One common evolutionary trait you’ll
find here on the Patent Veldt is the
desire for vertical takeoff airplanes. In
the pre-jet days, vertical takeoff and
landing (VTOL) aircraft designs usually featured a multitude of vertical
airscrews. But they usually required
awkward outriggers to reduce interference with aircraft structure.
Elmer P. Kray’s idea was different. His
biplane put the vertical props between
the wings and shot-gunned the panels with foot-wide holes to let the air
through. To allow straight-and-level
flight, he envisioned an army of movable covers, looking for all the world
like flat tin skillets that the pilot would
open and close using a single lever.
The holes in the wings were
tapered slightly.

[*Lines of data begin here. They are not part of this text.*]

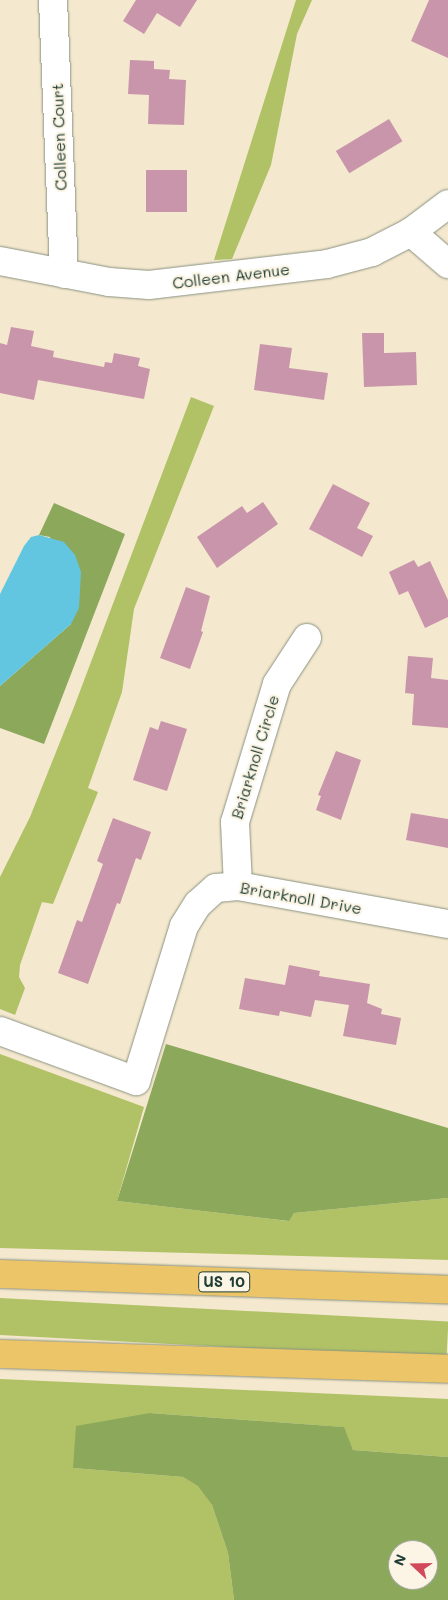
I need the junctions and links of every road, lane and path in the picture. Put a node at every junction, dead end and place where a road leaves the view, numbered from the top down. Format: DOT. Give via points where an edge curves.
graph roads {
  1 [pos="53,0"];
  2 [pos="448,204"];
  3 [pos="411,232"];
  4 [pos="0,261"];
  5 [pos="448,264"];
  6 [pos="64,274"];
  7 [pos="307,638"];
  8 [pos="238,886"];
  9 [pos="448,924"];
  10 [pos="0,1031"];
  11 [pos="0,1274"];
  12 [pos="448,1290"];
  13 [pos="0,1354"];
  14 [pos="448,1369"];
  1 -- 6 [label="street, Colleen Court"];
  2 -- 3 [label="street, Colleen Avenue"];
  3 -- 5 [label="street"];
  3 -- 6 [label="street, Colleen Avenue" via="372,252 327,264 241,275 150,285"];
  4 -- 6 [label="street, Colleen Avenue"];
  7 -- 8 [label="street, Briarknoll Circle" via="277,684 235,822"];
  8 -- 9 [label="street, Briarknoll Drive"];
  8 -- 10 [label="street, Briarknoll Drive" via="216,888 198,904 184,926 136,1081"];
  11 -- 12 [label="highway, US 10"];
  13 -- 14 [label="highway"];
}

To quote inventor
Kray, “This increases the velocity of
the air passing through the tapered
sleeves, causing the same to exert a
lifting action upon the machine.”
Methods of maintaining the structural integrity of the wings with 88
big holes through each was not mentioned in the patent.
However, Mr. Kray’s design does
have echoes in the modern era. Several VTOL aircraft have panels like Mr.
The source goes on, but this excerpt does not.